• Directions:
Work out how many lines of the data contain "down" and reply with that number alone.

• Data to examine:
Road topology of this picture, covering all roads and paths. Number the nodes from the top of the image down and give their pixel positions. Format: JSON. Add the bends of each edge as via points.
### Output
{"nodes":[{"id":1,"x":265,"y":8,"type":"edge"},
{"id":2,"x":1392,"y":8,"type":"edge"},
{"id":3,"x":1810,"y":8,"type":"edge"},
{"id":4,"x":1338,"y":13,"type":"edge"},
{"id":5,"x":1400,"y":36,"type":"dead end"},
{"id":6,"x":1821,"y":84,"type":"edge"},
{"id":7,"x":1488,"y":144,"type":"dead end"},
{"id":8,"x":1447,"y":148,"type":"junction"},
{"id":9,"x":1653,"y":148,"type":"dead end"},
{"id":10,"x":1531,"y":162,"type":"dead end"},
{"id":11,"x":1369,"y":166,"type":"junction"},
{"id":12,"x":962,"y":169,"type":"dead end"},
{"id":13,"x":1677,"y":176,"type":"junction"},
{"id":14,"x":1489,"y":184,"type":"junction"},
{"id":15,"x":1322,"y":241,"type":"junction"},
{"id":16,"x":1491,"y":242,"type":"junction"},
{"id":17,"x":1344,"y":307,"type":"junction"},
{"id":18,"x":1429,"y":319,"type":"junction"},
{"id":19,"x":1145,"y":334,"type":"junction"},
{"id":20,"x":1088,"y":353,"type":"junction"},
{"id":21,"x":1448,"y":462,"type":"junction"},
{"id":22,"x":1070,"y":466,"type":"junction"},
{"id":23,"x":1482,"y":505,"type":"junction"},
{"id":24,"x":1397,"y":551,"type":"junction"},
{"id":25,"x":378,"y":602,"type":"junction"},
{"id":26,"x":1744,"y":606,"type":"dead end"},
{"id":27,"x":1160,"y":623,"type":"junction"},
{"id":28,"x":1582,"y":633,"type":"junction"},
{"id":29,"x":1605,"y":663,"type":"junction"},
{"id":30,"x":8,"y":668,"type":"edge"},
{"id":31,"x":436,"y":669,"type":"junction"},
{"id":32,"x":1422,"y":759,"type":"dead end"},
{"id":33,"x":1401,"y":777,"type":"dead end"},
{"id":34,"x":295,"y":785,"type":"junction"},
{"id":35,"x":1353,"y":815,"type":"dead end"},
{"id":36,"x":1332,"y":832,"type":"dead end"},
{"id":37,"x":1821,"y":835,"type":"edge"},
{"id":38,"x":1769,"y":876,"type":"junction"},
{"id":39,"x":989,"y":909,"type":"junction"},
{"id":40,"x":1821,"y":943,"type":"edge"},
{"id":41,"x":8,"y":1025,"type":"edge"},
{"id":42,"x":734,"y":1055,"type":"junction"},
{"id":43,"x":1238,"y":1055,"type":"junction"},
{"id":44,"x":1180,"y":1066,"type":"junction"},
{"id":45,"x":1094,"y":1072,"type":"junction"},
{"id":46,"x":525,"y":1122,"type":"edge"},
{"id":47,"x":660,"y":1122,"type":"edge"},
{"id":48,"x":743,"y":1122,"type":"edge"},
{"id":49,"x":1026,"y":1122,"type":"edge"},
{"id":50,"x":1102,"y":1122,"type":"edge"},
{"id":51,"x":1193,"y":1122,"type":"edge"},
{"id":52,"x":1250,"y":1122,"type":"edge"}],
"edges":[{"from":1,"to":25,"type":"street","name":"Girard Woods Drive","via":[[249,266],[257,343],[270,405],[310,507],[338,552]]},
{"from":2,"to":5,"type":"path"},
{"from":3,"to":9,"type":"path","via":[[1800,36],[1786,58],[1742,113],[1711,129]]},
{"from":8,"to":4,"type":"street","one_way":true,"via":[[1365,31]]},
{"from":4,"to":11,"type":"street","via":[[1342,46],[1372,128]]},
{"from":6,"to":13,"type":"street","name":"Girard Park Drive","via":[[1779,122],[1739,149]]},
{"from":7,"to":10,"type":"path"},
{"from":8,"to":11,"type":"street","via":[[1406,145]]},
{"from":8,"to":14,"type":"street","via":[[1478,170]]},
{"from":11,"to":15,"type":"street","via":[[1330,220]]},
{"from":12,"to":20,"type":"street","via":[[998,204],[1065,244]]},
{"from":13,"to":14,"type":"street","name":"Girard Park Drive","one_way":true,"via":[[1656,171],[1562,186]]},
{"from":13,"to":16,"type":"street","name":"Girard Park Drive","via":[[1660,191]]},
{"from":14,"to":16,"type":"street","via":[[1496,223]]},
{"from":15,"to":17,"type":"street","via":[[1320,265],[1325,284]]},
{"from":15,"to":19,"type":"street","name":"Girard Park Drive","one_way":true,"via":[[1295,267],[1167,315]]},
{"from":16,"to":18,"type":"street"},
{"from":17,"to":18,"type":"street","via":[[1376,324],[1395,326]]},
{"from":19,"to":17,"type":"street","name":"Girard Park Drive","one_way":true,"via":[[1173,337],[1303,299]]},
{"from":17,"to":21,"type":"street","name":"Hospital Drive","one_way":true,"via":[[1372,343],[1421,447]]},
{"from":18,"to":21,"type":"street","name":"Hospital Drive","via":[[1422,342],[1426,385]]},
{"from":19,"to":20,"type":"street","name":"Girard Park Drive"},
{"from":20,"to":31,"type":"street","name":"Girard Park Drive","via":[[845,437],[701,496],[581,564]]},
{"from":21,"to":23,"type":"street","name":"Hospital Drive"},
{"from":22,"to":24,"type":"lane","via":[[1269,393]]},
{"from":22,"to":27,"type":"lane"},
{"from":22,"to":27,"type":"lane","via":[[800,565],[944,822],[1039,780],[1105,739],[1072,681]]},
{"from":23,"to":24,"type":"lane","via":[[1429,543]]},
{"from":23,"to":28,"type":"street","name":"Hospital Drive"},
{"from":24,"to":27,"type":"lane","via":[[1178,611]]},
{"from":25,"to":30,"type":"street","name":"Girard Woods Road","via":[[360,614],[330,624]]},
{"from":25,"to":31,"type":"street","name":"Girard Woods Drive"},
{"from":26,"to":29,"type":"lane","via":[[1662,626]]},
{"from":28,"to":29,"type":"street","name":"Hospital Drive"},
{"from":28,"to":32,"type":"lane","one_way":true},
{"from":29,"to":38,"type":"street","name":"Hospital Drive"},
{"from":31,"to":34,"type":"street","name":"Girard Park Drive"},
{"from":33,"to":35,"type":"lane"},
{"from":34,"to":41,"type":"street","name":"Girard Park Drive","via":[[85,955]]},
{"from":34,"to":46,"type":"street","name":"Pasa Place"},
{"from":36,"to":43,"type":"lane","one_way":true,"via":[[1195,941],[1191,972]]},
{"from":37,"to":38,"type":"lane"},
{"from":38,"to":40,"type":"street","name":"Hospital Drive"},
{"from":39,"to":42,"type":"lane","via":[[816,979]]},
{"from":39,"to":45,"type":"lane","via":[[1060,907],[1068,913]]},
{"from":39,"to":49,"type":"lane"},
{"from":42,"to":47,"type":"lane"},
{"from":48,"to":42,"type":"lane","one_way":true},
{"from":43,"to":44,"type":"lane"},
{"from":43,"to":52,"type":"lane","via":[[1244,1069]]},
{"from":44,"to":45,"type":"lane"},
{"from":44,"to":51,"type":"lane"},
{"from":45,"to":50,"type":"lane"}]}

==

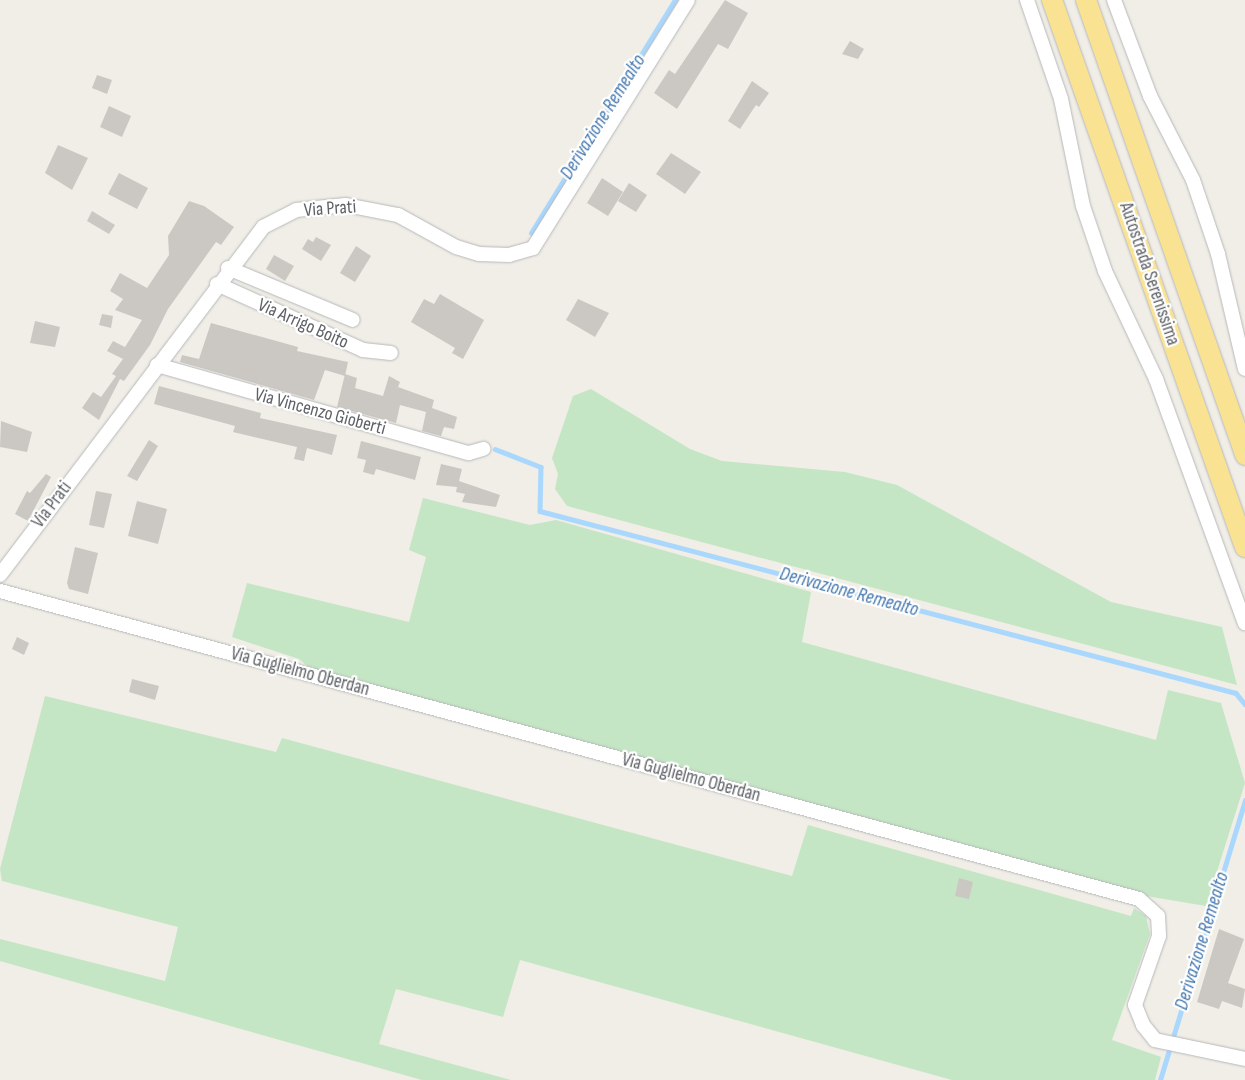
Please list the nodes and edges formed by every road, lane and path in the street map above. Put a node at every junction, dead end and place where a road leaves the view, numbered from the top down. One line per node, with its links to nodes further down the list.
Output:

• Response below:
2